Doesn't work well enough, if at all. Don't waste your money.


----------



## fshfanatic (Aug 7, 2008)

Dryn said:


> I was searching Ebay and I came across this:
> http://cgi.ebay.com/Electric-Electronic-CO2-Generator-Producer-Aquarium_W0QQitemZ120299652672QQihZ002QQcategoryZ20754QQssPageNameZWDVWQQrdZ1QQcmdZViewItem
> Has anyone ever used a product like this? It says that it produces CO2 through electrolysis. It is cheap, but does it work? I am skeptical, but the box looks like it has a picture of an aquarium on it. If it does work, how much CO2 can it produce?





> It generate 250ml CO2 gas per hour. Suitable for tank size 30 to 120 Litre (0.8 to 4 Galon)

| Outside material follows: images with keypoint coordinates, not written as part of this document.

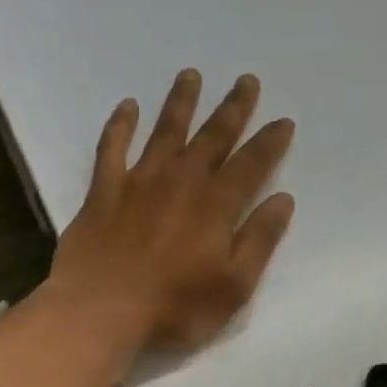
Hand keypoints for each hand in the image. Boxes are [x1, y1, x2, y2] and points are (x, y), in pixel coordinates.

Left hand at [51, 69, 295, 352]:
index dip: (269, 142)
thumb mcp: (233, 286)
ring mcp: (139, 182)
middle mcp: (181, 181)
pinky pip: (113, 148)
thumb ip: (259, 241)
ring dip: (180, 102)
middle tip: (246, 80)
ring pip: (165, 131)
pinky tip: (127, 107)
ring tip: (190, 75)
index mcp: (216, 205)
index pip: (251, 164)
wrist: (102, 310)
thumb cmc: (175, 308)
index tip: (283, 121)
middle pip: (212, 137)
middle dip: (232, 109)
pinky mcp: (104, 192)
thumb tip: (283, 200)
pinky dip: (120, 125)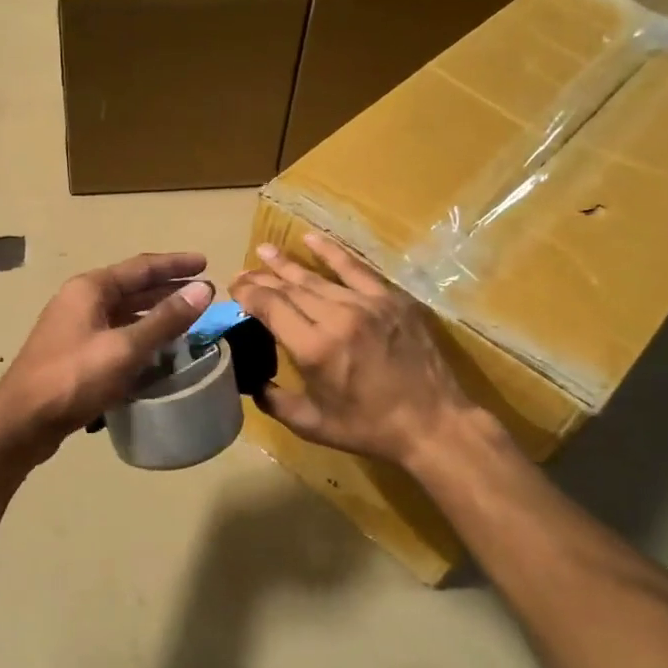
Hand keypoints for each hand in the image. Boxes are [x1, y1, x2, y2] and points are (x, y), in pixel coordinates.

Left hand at [0, 252, 213, 462]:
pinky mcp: (75, 355)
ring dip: (155, 314)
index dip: (175, 265)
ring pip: (124, 313)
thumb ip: (165, 320)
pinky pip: (115, 335)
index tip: (206, 263)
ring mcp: (75, 328)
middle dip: (168, 289)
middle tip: (203, 293)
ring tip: (188, 319)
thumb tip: (203, 290)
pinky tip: (158, 350)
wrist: (21, 422)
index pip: (141, 267)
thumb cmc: (73, 378)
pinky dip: (139, 337)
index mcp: (90, 289)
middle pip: (132, 288)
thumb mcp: (124, 348)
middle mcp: (81, 301)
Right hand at [230, 232, 492, 469]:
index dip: (248, 294)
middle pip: (290, 288)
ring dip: (287, 263)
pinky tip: (311, 238)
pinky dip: (331, 252)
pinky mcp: (391, 299)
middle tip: (242, 272)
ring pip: (317, 277)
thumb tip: (251, 381)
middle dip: (262, 278)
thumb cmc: (369, 428)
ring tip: (265, 250)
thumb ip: (274, 401)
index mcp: (314, 349)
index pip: (271, 307)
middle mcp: (337, 318)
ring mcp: (367, 304)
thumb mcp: (312, 425)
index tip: (234, 289)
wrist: (433, 423)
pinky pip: (355, 268)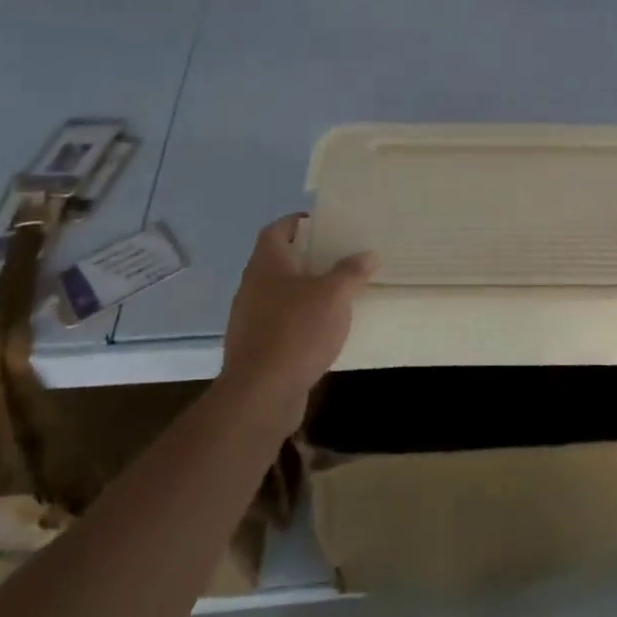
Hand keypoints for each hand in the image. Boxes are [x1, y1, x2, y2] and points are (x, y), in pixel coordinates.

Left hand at [220, 214, 376, 421]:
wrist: (261, 394)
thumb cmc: (297, 331)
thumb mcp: (334, 295)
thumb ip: (351, 272)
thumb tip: (368, 254)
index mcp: (267, 264)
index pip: (276, 230)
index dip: (296, 223)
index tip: (323, 224)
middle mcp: (252, 286)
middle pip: (277, 261)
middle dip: (306, 258)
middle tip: (338, 257)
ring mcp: (249, 319)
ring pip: (278, 293)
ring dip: (303, 291)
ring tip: (336, 293)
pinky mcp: (254, 348)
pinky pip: (279, 323)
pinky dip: (299, 320)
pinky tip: (323, 330)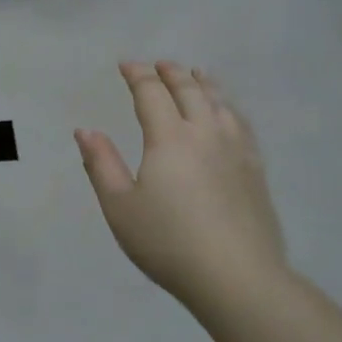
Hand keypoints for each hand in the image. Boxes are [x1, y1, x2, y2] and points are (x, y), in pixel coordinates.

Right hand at [75, 61, 286, 304]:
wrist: (237, 277)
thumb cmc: (168, 242)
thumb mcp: (120, 207)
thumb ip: (101, 164)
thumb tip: (85, 130)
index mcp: (169, 138)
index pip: (151, 93)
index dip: (137, 75)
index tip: (126, 65)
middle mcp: (205, 132)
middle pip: (189, 90)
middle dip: (171, 73)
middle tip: (159, 64)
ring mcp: (236, 149)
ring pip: (219, 102)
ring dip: (203, 83)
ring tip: (196, 75)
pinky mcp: (256, 169)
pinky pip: (241, 123)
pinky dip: (228, 106)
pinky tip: (227, 113)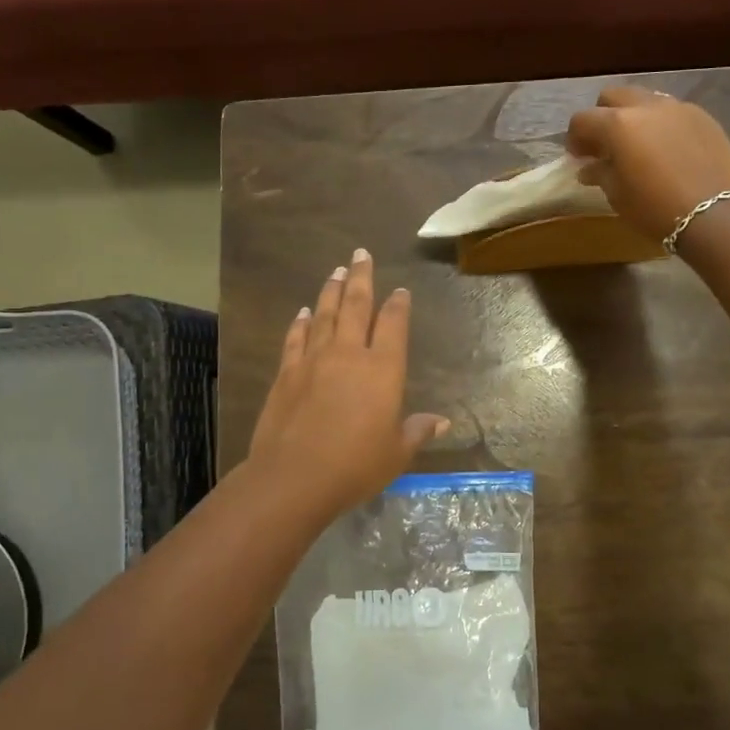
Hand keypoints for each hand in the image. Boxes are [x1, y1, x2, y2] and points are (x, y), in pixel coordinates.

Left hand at [247, 249, 449, 523]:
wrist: (294, 476)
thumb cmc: (355, 466)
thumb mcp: (396, 453)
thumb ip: (417, 432)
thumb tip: (443, 423)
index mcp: (383, 370)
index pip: (393, 325)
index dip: (398, 305)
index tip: (400, 290)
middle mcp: (349, 354)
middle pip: (356, 305)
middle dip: (361, 277)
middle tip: (360, 253)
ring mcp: (314, 359)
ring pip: (325, 314)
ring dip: (331, 290)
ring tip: (336, 271)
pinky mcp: (286, 372)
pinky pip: (296, 338)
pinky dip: (301, 322)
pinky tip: (304, 312)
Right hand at [566, 87, 729, 242]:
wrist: (716, 215)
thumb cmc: (655, 208)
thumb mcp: (618, 195)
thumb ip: (600, 173)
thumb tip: (590, 167)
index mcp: (618, 124)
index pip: (582, 119)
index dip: (575, 138)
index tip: (578, 157)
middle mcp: (646, 106)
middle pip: (614, 96)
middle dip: (603, 116)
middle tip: (604, 145)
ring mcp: (678, 108)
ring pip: (645, 100)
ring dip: (633, 117)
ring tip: (637, 145)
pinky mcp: (704, 117)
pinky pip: (672, 112)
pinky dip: (660, 124)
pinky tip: (665, 150)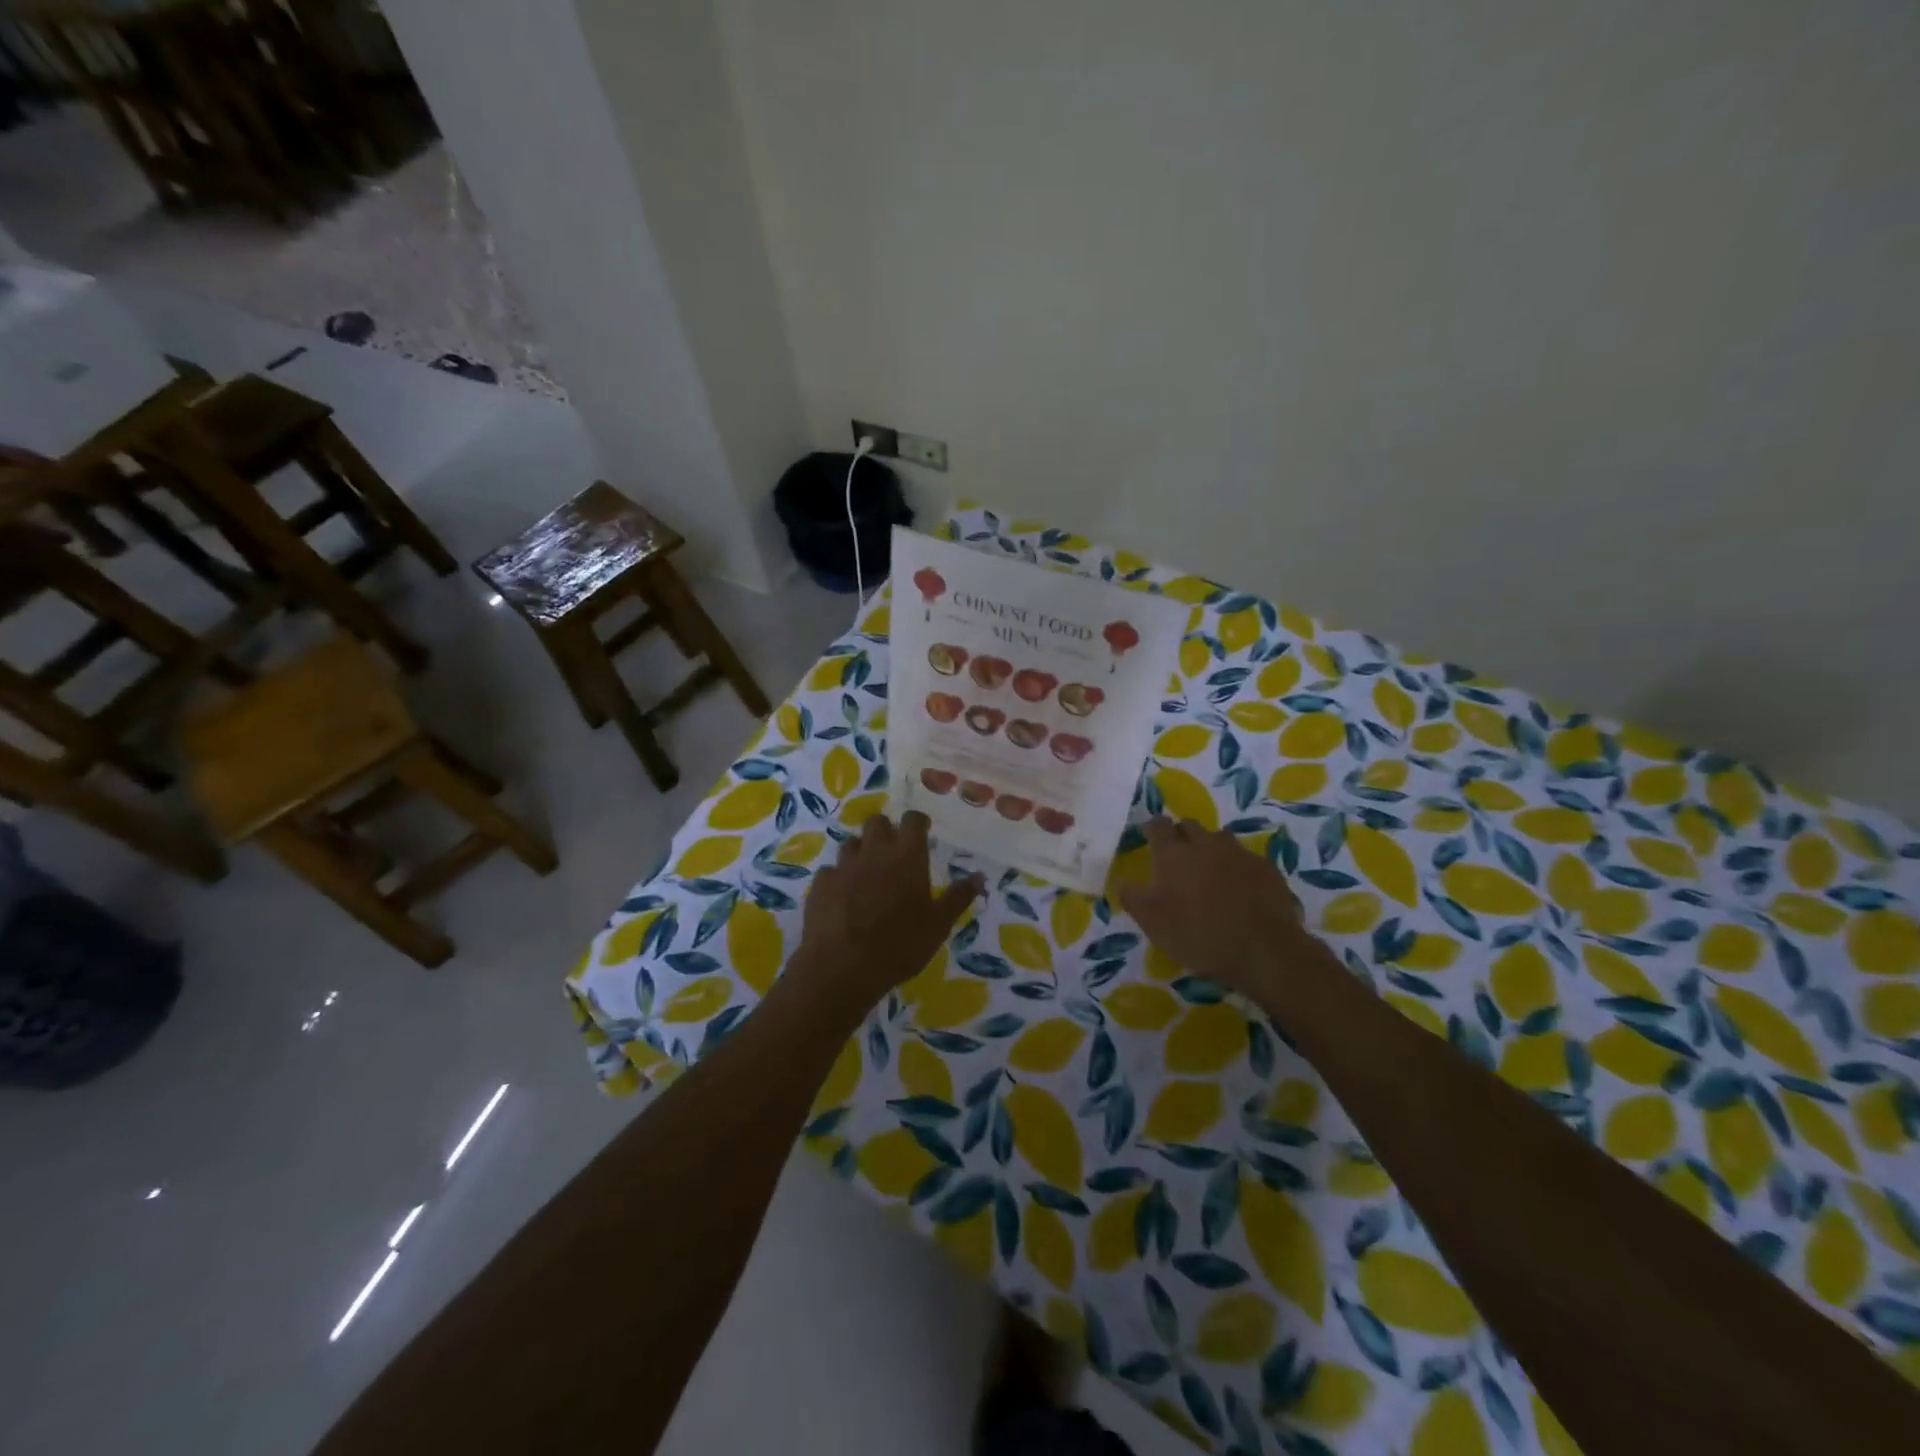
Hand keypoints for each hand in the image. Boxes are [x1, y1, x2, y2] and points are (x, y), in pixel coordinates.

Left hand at [795, 811, 982, 1015]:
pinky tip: (842, 896)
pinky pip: (830, 870)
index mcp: (907, 856)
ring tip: (867, 873)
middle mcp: (874, 851)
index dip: (918, 822)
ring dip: (861, 851)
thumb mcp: (938, 925)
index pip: (913, 820)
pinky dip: (838, 878)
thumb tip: (980, 877)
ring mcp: (843, 866)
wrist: (842, 966)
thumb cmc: (900, 944)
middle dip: (886, 830)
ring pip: (851, 842)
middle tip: (893, 852)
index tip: (922, 831)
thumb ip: (958, 897)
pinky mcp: (820, 884)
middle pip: (877, 822)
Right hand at [1119, 819, 1326, 1004]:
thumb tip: (1121, 881)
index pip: (1157, 825)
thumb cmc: (1198, 935)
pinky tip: (1239, 888)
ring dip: (1210, 848)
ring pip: (1220, 839)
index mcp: (1173, 853)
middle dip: (1181, 835)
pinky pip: (1245, 858)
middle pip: (1189, 826)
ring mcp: (1239, 853)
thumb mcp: (1152, 923)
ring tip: (1209, 871)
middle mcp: (1205, 843)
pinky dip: (1237, 867)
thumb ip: (1132, 897)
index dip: (1152, 829)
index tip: (1149, 838)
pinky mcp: (1266, 868)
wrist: (1263, 951)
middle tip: (1177, 857)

Plus the carbon rods will need to be replaced every so often DIY would be much more effective.


----------



## bsmith (Dec 13, 2006)

What happened?



fshfanatic said:


> Plus the carbon rods will need to be replaced every so often DIY would be much more effective.


----------



## French (Sep 5, 2008)

fshfanatic said:


> It generate 250ml CO2 gas per hour. Suitable for tank size 30 to 120 Litre (0.8 to 4 Galon).


The conversion is off - 30 liters is about 8 gallons, 120 liters is about 30 gallons.

Mark


----------



## Dryn (Sep 6, 2007)

bsmith782, the idea behind this is that an electrical current runs through a carbon rod and through electralysis, releases CO2 as the rod dissolves. I would wonder if most of the usable CO2 won't bond out of the solution and be unusable due to the electalysis? It sounds like a cool expirament though.


----------



## bsmith (Dec 13, 2006)

I understand the idea here its like a carbo + system. I was asking FSH where he had been.



Dryn said:


> bsmith782, the idea behind this is that an electrical current runs through a carbon rod and through electralysis, releases CO2 as the rod dissolves. I would wonder if most of the usable CO2 won't bond out of the solution and be unusable due to the electalysis? It sounds like a cool expirament though.


----------



## Logic65 (Oct 27, 2014)

I bought one of these and expecting it to be weak I set it to the strongest setting, needless to say within two hours the Co2 levels where so high my fish started to drop, took me the whole night and a 75% water change to get the levels back down to safe levels. had to transfer all the fish that dropped to the recovery tank and give CPR to a few but the casualty rate was a wonderful 0% and now i know not to under estimate any products. The main tank is a 200L and the recovery Tank is 150L and just an added fact it produces pure hydrogen and oxygen in small amounts as a by product.


----------